US looks upon India as a 'vital ally'
White House spokesman Tony Snow says that the US looks upon India as an important and vital ally in regional security, global trade and climate change.world Updated: Jun 20, 2007 20:49 IST
As the India factor in Barack Obama presidential campaign continued to draw media attention, the White House says it looks upon the country as an "important and vital ally" in a whole host of issues.
"President George Bush is proud of our - the growing closeness of the United States and the Indians," White House spokesman Tony Snow said Tuesday. "The United States looks upon India as the world's largest democracy, as an important and vital ally in a whole host of things - regional security, global trade, climate change."
He was responding to a question about the president's views about the Indian American community in the context of Democratic presidential hopeful Barack Obama's allegedly India critical comments. Snow said he was not holding a brief for Senator Obama, "but I don't believe that he made comments of that sort. I do believe that was a staff comment for which he issued apologies."
"But having said that, it is important to realise that I mean, the role of - the importance of India is not to be understated. And we are certainly glad that the relations between the nations continue to draw closer," he added.
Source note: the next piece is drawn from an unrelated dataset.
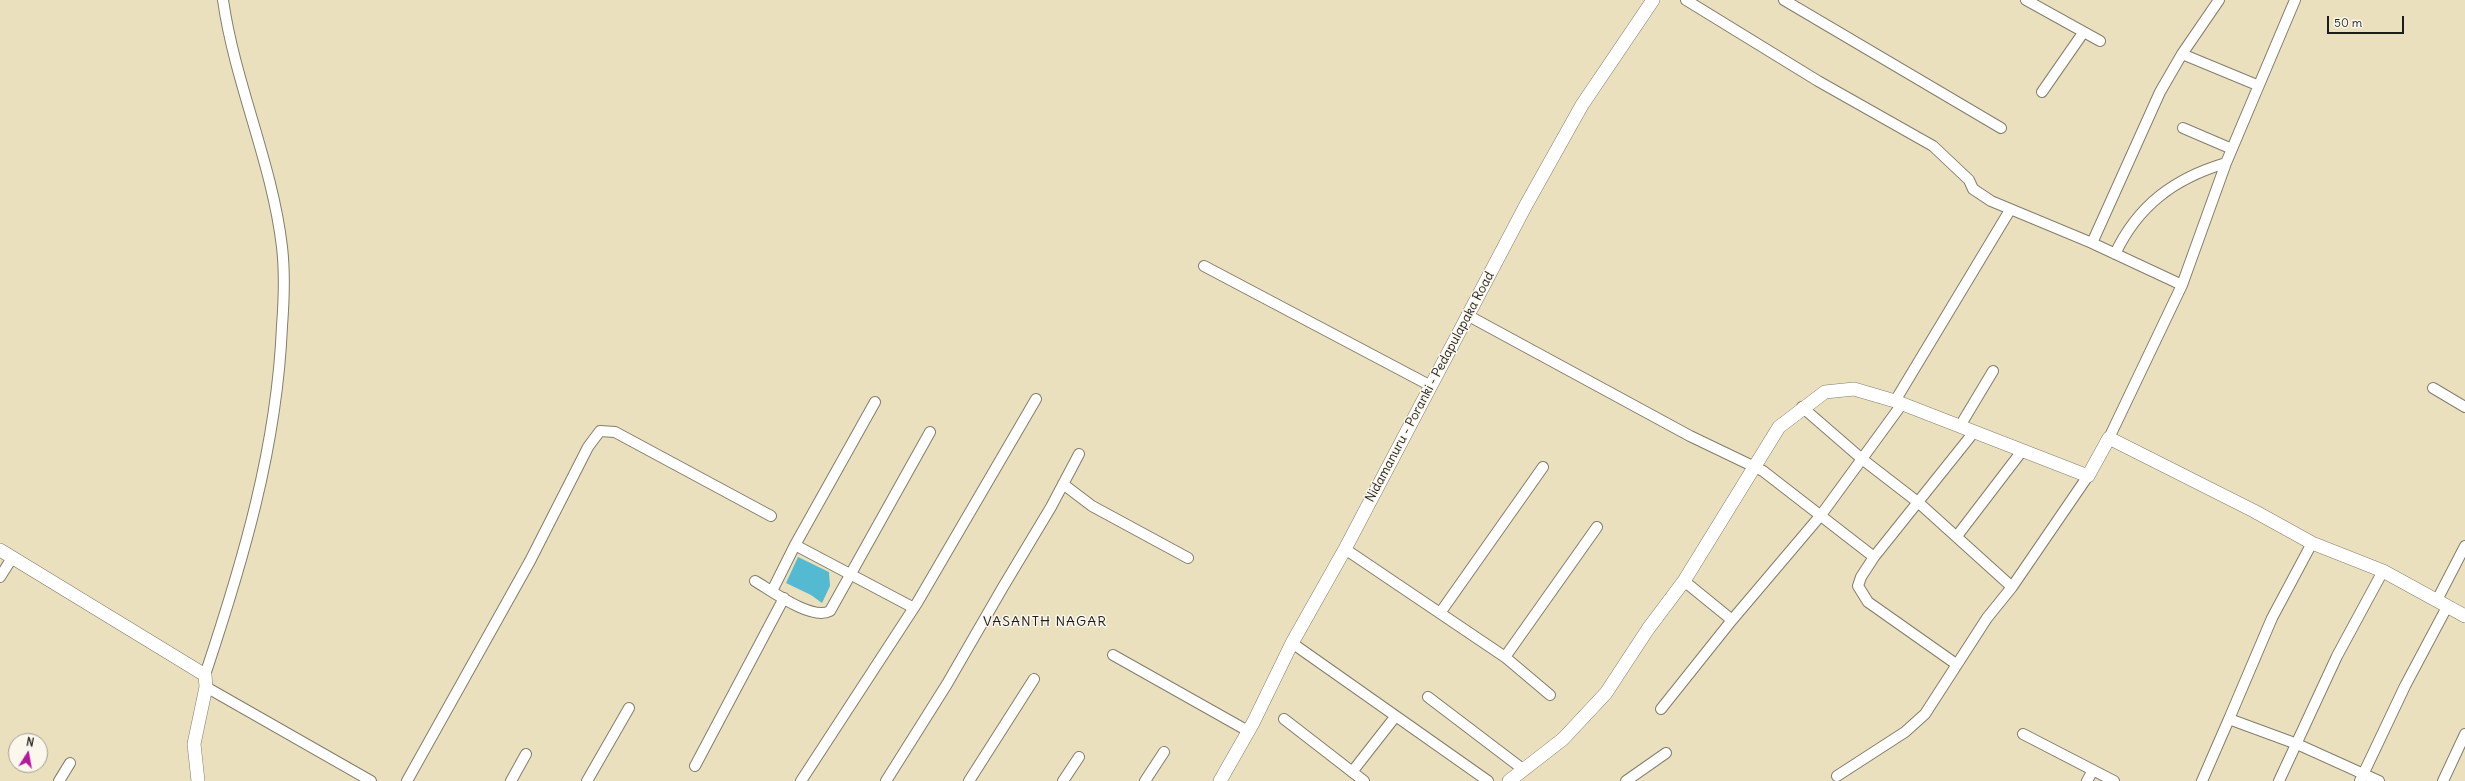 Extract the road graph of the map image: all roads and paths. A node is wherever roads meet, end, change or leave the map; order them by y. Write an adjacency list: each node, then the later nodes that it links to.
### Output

Meanwhile, what has come to be variously called Obama's "Punjab Jab", "Punjab-gate" or simply " 'Pun'jab'" against rival Democratic hopeful Hillary Clinton for her close India connections continues to draw critical coverage.
Indian American Leadership Initiative, another community organization, said on Tuesday that Obama had allayed "our disappointment by acknowledging that a serious mistake was made by his campaign. We believe Senator Obama's personal response is a step in the right direction."
"Since the memorandum authored by Senator Obama's campaign came to light last Thursday night, the Indian American Leadership Initiative (IALI) has been troubled by the content of the document which attempted to reduce the breadth of Indian American political participation solely to the issue of outsourcing," IALI president Jay Chaudhuri stated.
While Obama had allayed its disappointment, IALI noted, "with growing concern the number of Democratic and Republican candidates and staff who have recently made stereotypical and hurtful public remarks about our community.
"IALI urges all candidates to move beyond the stereotypes and prejudice displayed in the memorandum and recognize the valuable contributions Indian Americans have made to society," Chaudhuri said.
According to The Chicago Sun-Times "this is the third time Obama has blamed staff for mistakes. In May, Obama told leaders of the International Association of Fire Fighters he skipped their New Hampshire meeting because of his scheduling staff."
One of the factors driving the coverage of Obama on this issue is the idea that his campaign was not the type to engage in such attacks.
In his 'The Fix' blog column on the website of the Washington Post, Chris Cillizza suggests that such tactics are especially damaging for Obama because "is widely perceived as a change agent," and "the 'every campaign does it' argument probably isn't good enough for Obama. Whether it is perception or reality, Obama is regarded as having set a higher standard for himself."